Dataset entries »

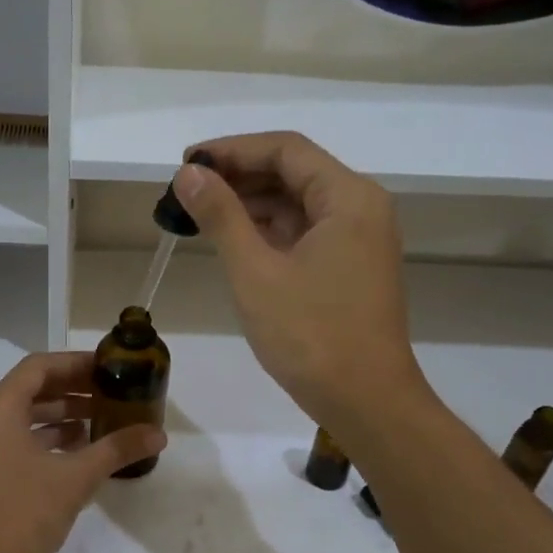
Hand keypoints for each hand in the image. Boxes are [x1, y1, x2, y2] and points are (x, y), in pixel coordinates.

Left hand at [0, 353, 165, 552]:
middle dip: (72, 389)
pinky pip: (13, 437)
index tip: (109, 368)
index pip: (39, 367)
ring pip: (22, 415)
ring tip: (101, 421)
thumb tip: (158, 434)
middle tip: (111, 393)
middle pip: (30, 388)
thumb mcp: (75, 479)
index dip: (76, 363)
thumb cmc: (22, 516)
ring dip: (60, 414)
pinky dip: (44, 437)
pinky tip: (77, 450)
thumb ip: (116, 449)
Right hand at [174, 132, 430, 433]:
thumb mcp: (255, 272)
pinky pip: (305, 232)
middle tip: (186, 191)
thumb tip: (188, 173)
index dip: (232, 150)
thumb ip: (221, 215)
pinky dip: (269, 231)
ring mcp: (358, 239)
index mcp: (348, 198)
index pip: (285, 150)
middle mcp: (360, 208)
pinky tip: (233, 240)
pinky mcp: (350, 267)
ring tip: (199, 214)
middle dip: (239, 176)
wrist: (366, 402)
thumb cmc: (310, 335)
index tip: (186, 163)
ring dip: (251, 204)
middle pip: (294, 172)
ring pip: (298, 204)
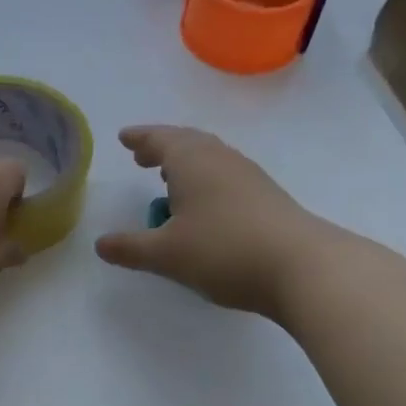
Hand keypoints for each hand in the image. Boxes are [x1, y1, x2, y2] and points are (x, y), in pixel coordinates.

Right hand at [94, 124, 347, 317]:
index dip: (140, 138)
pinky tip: (204, 205)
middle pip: (188, 142)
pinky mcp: (267, 197)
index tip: (124, 138)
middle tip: (142, 156)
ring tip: (169, 179)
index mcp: (192, 162)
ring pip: (210, 157)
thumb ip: (130, 248)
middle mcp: (220, 159)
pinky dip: (206, 179)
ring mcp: (248, 176)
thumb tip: (100, 244)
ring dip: (186, 163)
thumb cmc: (224, 252)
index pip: (160, 139)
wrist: (304, 268)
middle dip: (162, 146)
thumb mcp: (166, 255)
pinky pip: (226, 175)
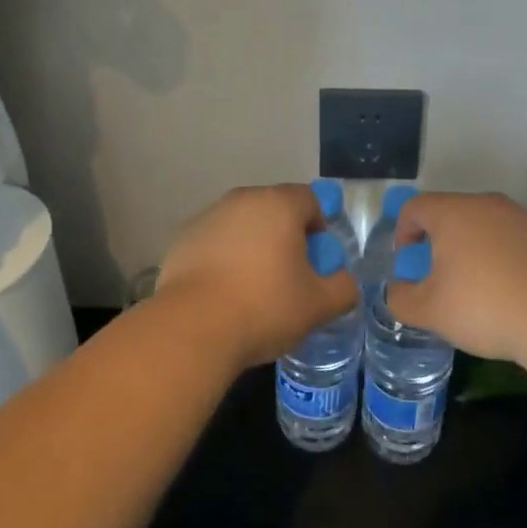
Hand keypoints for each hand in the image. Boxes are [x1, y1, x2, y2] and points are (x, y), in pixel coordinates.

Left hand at [155, 184, 357, 371]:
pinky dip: (223, 258)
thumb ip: (342, 288)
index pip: (309, 199)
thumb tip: (344, 282)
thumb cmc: (264, 307)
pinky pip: (215, 241)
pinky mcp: (182, 239)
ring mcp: (208, 217)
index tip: (317, 260)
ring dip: (253, 246)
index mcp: (278, 204)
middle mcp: (242, 200)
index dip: (319, 227)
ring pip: (242, 224)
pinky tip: (223, 292)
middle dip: (285, 235)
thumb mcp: (318, 306)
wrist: (192, 328)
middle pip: (274, 209)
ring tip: (253, 288)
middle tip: (289, 275)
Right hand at [388, 192, 526, 363]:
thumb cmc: (485, 306)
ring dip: (474, 251)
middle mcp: (487, 204)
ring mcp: (523, 218)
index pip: (415, 207)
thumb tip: (396, 292)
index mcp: (452, 212)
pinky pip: (515, 243)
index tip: (406, 262)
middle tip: (438, 278)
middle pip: (452, 215)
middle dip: (439, 243)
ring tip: (477, 290)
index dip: (402, 232)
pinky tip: (512, 295)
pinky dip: (505, 261)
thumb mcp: (430, 312)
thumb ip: (402, 300)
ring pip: (486, 228)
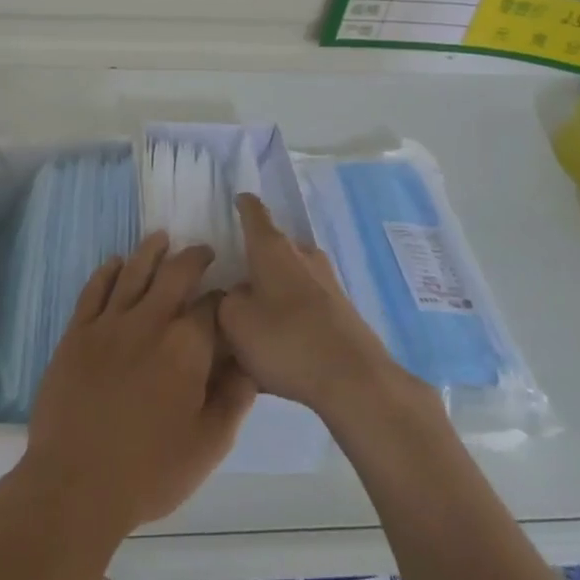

EXERCISE »
Omit every image. Quote each record exactly.

SOLUTION TO THE PROBLEM »
Hand keypoints for each hand in the image. Boxes are [x1, y1, x2, y2] and points are (x, y), in pixel coordinates.

Left hand at [0, 353, 165, 552]:
middle dip: (72, 389)
pinky pip: (13, 437)
index tip: (109, 368)
index pip: (39, 367)
ring pip: (22, 415)
ring tip: (101, 421)
thumb tip: (158, 434)
middle tip: (111, 393)
middle pip: (30, 388)
thumb mcp: (75, 479)
index dip: (76, 363)
thumb cmc: (22, 516)
ring dip: (60, 414)
pinky dip: (44, 437)
pinky tip: (77, 450)
thumb ip: (116, 449)
Right hand at [174, 132, 430, 433]:
thumb mcp: (255, 272)
pinky pip: (305, 232)
middle tip: (186, 191)
thumb tip: (188, 173)
index dip: (232, 150)
thumb ip: (221, 215)
pinky dip: (269, 231)
ring mcp: (358, 239)
index mcp: (348, 198)
index pip: (285, 150)
middle mcp: (360, 208)
pinky tip: (233, 240)
pinky mcp: (350, 267)
ring tip: (199, 214)
middle dip: (239, 176)
wrist: (366, 402)
thumb cmc: (310, 335)
index tip: (186, 163)
ring dip: (251, 204)
middle pip: (294, 172)
ring pip: (298, 204)
Hand keypoints for each hand in the image. Boxes are [x1, y1, x2, y2] and points are (x, y), in pixel coordinates.

Right hand at [94, 124, 347, 317]:
index dip: (140, 138)
pinky tip: (204, 205)
middle pip: (188, 142)
pinky mcp: (267, 197)
index tip: (124, 138)
middle tip: (142, 156)
ring tip: (169, 179)
index mcp: (192, 162)
ring pip: (210, 157)
thumb ip: (130, 248)
middle mcp: (220, 159)
pinky dip: (206, 179)
ring mcp: (248, 176)
thumb tip: (100, 244)
ring dip: (186, 163)
thumb cmc: (224, 252)
index pip: (160, 139)
wrist: (304, 268)
middle dip: (162, 146)
thumb mcp: (166, 255)
pinky pip: (226, 175)
Hand keypoints for each hand in the image. Boxes are [x1, y1, x2, y2] and points are (x, y), in pixel coordinates.

Left hand at [155, 184, 357, 371]:
pinky dip: (223, 258)
thumb ip: (342, 288)
index pip: (309, 199)
thumb tip: (344, 282)
thumb cmc: (264, 307)
pinky pip: (215, 241)
pinky mcp: (182, 239)
ring mcp: (208, 217)
index tip: (317, 260)
ring dip: (253, 246)
index mcp: (278, 204)
middle mcp: (242, 200)
index dip: (319, 227)
ring pip: (242, 224)
pinky tip: (223, 292)
middle dip: (285, 235)
thumb mcp: (318, 306)
wrist: (192, 328)
middle pip: (274, 209)
ring tip: (253, 288)
middle tip: (289, 275)
Right hand at [388, 192, 526, 363]:
thumb cmc: (485, 306)
ring dip: (474, 251)
middle mcp: (487, 204)
ring mcp: (523, 218)
index pip: (415, 207)
thumb tip: (396, 292)
index mcp: (452, 212)
pinky pip: (515, 243)
index tip: (406, 262)
middle tip: (438, 278)
middle pip: (452, 215)
middle dip: (439, 243)
ring tip: (477, 290)
index dip: (402, 232)
pinky tip: (512, 295)
pinky dip: (505, 261)
thumb mcp: (430, 312)
thumb ip: (402, 300)
ring pip: (486, 228)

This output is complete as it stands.